Step function reference implementation.

Step-by-Step Execution

  1. Opcode Fetch and Validation
    The function begins by checking whether the next opcode (determined by PC()) exists, is permitted under the current AVM version, and passes static validation. If any of these checks fail, the transaction is immediately REJECTED.

  2. Opcode Dispatch
    If the opcode is valid, the AVM dispatches the corresponding handler (see AVM operation definitions). Handlers may perform additional runtime validations and update the execution state. Errors encountered here also cause the transaction to be immediately REJECTED.

  3. Cost Update
    After executing the opcode, the transaction’s cost is updated. If the accumulated cost exceeds the allowed execution budget, the transaction is REJECTED.

  4. Stack Validation
    The stack is then validated to ensure:

    • It does not exceed the maximum allowed size.

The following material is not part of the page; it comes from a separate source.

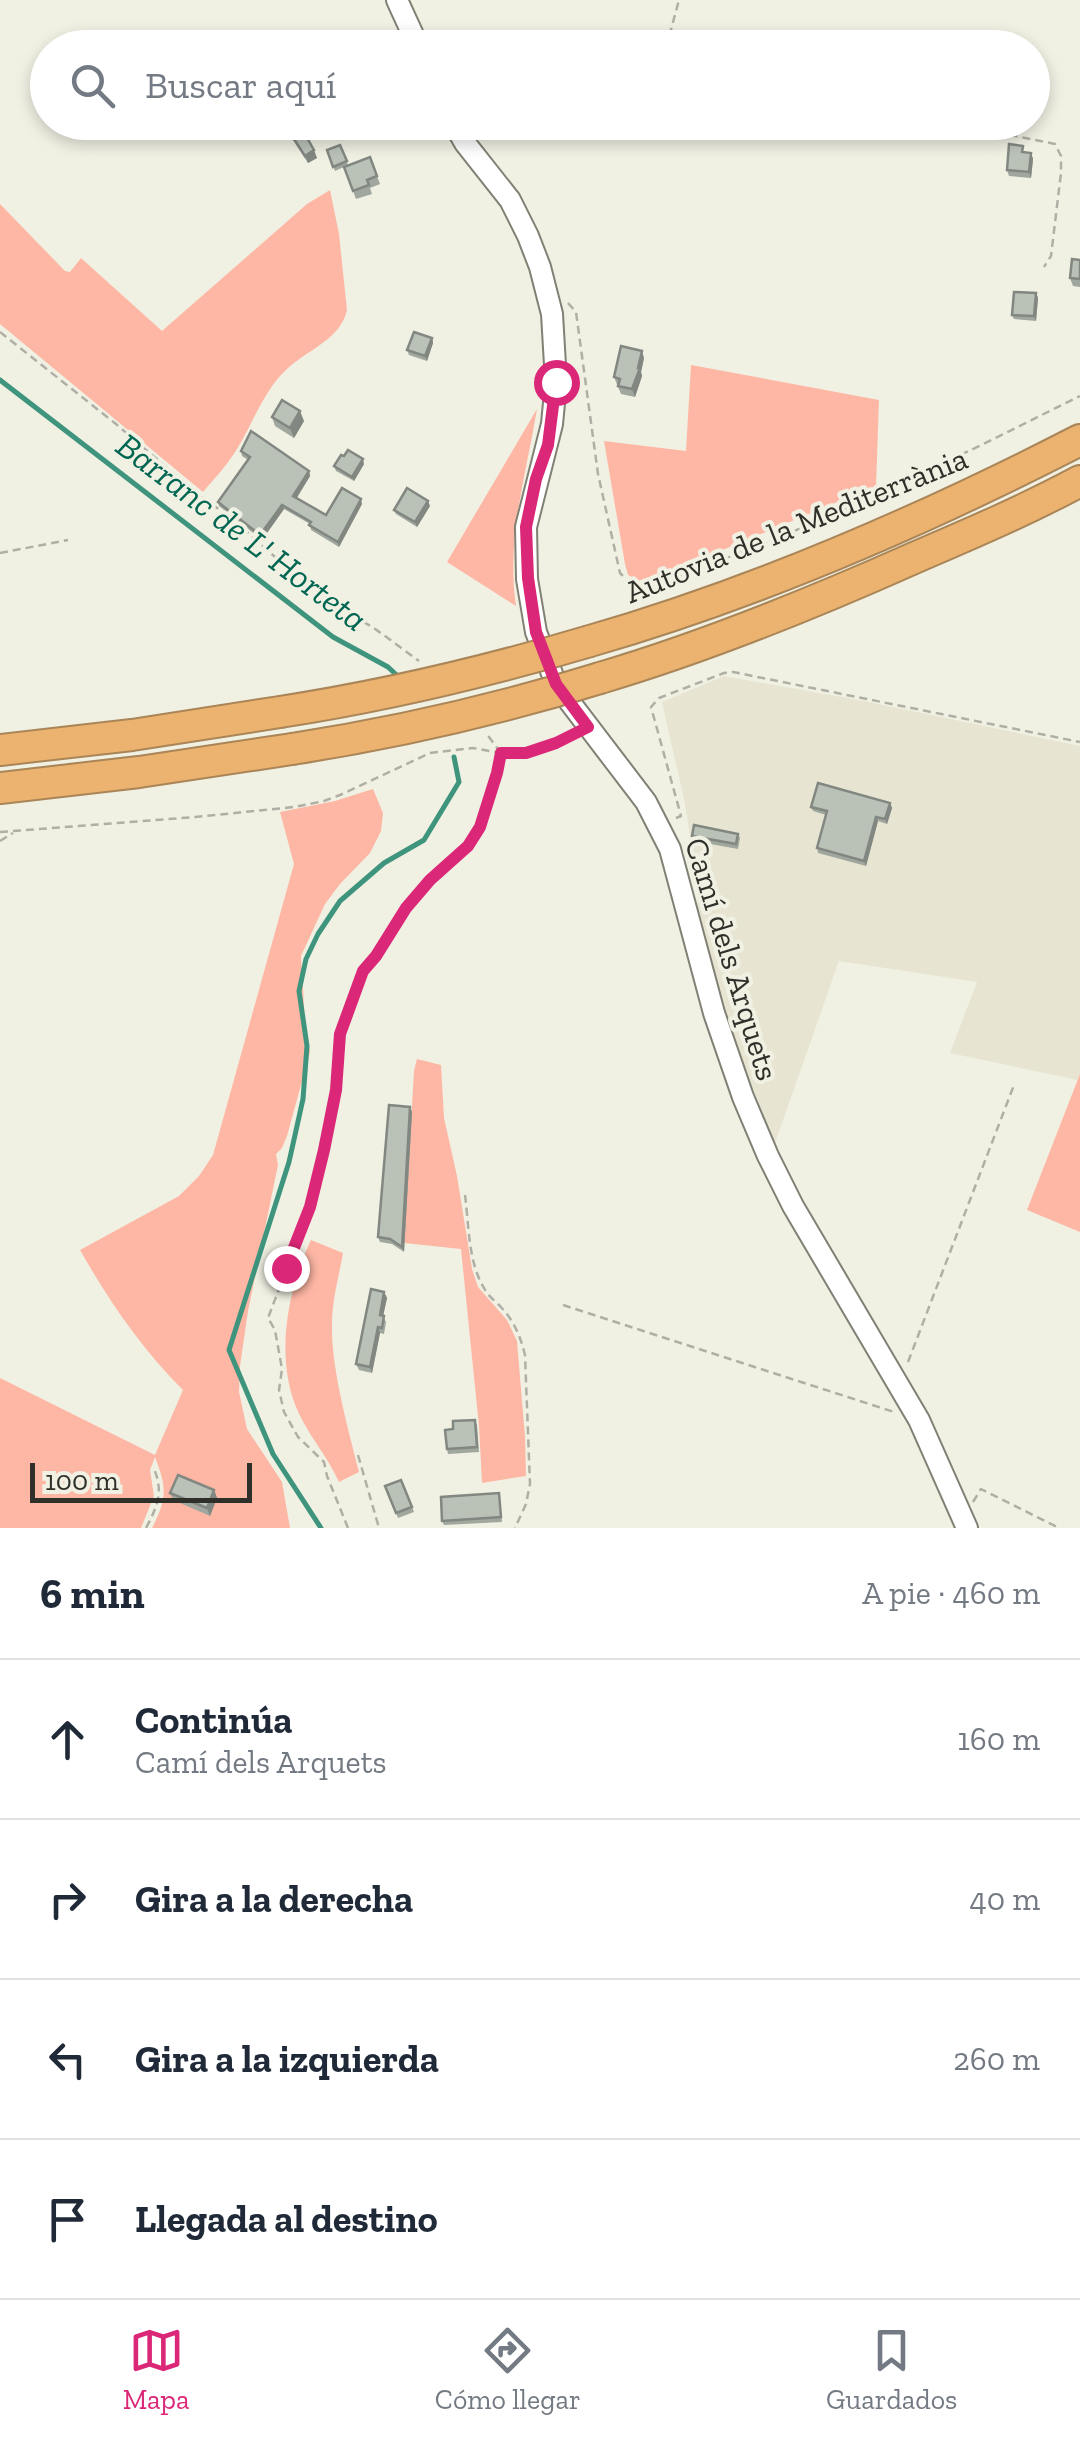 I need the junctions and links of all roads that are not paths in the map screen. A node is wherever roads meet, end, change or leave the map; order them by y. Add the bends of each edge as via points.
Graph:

    • All pushed values are valid StackValue types (either uint64 or []byte with length less than \( 4096 \) bytes).

    An invalid stack state causes the transaction to be REJECTED.

  5. Program Counter Update
    Finally, if all validations pass, the program counter PC() is incremented to point to the next instruction, and the current step concludes.

Final State Evaluation

After each step(), the Evaluation Cycle checks if the program has reached a terminal state. This happens if:

  • Error Occurs:
    Any failure during step() leads to immediate REJECTION of the transaction.

  • End of Program:
    If PC() points beyond the end of the program bytecode \( \EC_P \), the cycle evaluates the final stack:

    • If the stack contains exactly one non-zero value, the transaction is APPROVED.

    • Otherwise, the transaction is REJECTED.

Opcodes like return internally sanitize the stack (e.g., popping all elements except the top result) to comply with these final stack requirements before ending execution.